> _Problem_
Only a number is expected: how many lines in the entries that follow contain the word "Princeton"?

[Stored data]
-*-*-

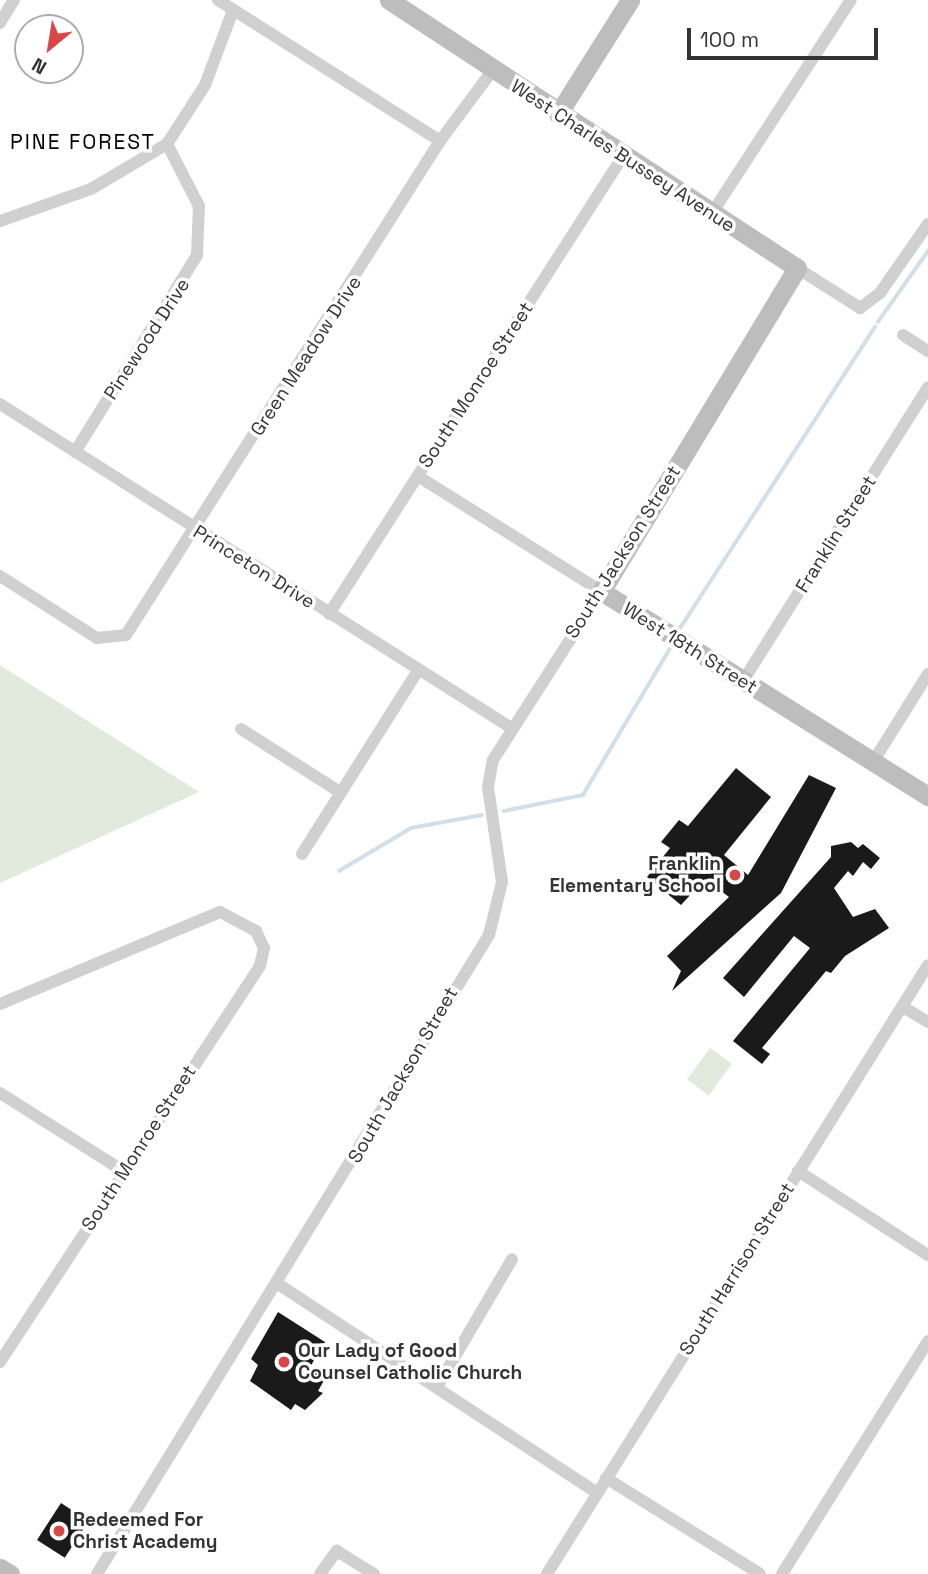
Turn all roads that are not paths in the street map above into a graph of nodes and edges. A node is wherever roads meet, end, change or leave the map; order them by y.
1 (14, 0) edge
2 (218, 0) edge
3 (630, 0) edge
4 (851, 0) edge
5 (392, 1) edge
6 (233, 10) junction
7 (0, 23) edge
8 (492, 71) junction
9 (558, 114) junction
10 (440, 141) junction
11 (167, 144) junction
12 (623, 156) junction
13 (712, 214) junction
14 (0, 221) edge
15 (928, 224) edge
16 (797, 268) junction
17 (903, 335) dead end
18 (928, 351) edge
19 (928, 387) edge
20 (0, 404) edge
21 (75, 452) junction
22 (418, 475) junction
23 (195, 530) junction
24 (0, 576) edge
25 (601, 591) junction
26 (329, 614) junction
27 (417, 672) junction
28 (928, 674) edge
29 (743, 681) junction
30 (510, 727) junction
31 (241, 729) dead end
32 (873, 762) junction
33 (341, 792) junction
34 (928, 796) edge
35 (302, 854) dead end
36 (928, 965) edge
37 (0, 1004) edge
38 (903, 1007) junction
39 (928, 1022) edge
40 (0, 1093) edge
41 (798, 1171) junction
42 (125, 1172) junction
43 (928, 1255) edge
44 (512, 1259) dead end
45 (278, 1284) junction
46 (928, 1341) edge
47 (4, 1346) edge
48 (0, 1362) edge
49 (437, 1387) junction
50 (606, 1478) junction
51 (597, 1493) junction
52 (97, 1574) edge
53 (320, 1574) edge
54 (374, 1574) edge
55 (547, 1574) edge
56 (760, 1574) edge
57 (782, 1574) edge

1 - 7 street
2 - 6 street
3 - 9 street
4 - 13 street
5 - 8 street, West Charles Bussey Avenue
6 - 10 street
6 - 11 street
8 - 9 street, West Charles Bussey Avenue
8 - 10 street, Green Meadow Drive
9 - 12 street, West Charles Bussey Avenue
10 - 23 street, Green Meadow Drive
11 - 14 street
11 - 21 street, Pinewood Drive
12 - 13 street, West Charles Bussey Avenue
12 - 22 street, South Monroe Street
13 - 16 street, West Charles Bussey Avenue
15 - 16 street, West Charles Bussey Avenue
16 - 25 street, South Jackson Street
17 - 18 street
19 - 29 street, Franklin Street
20 - 21 street, Princeton Drive
21 - 23 street, Princeton Drive
22 - 25 street, West 18th Street
22 - 26 street, South Monroe Street
23 - 24 street, Green Meadow Drive
23 - 26 street, Princeton Drive
25 - 29 street, West 18th Street
25 - 30 street, South Jackson Street
26 - 27 street, Princeton Drive
27 - 30 street, Princeton Drive
27 - 33 street
28 - 32 street
29 - 32 street, West 18th Street
30 - 45 street, South Jackson Street
31 - 33 street
32 - 34 street, West 18th Street
33 - 35 street
36 - 38 street, South Harrison Street
37 - 42 street, South Monroe Street
38 - 39 street
38 - 41 street, South Harrison Street
40 - 42 street
41 - 43 street
41 - 50 street, South Harrison Street
42 - 47 street, South Monroe Street
44 - 49 street
45 - 49 street
45 - 52 street, South Jackson Street
46 - 57 street
47 - 48 street, South Monroe Street
49 - 51 street
50 - 51 street, South Harrison Street
50 - 56 street
51 - 55 street, South Harrison Street
53 - 54 street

-*-*-

> _Response area_
5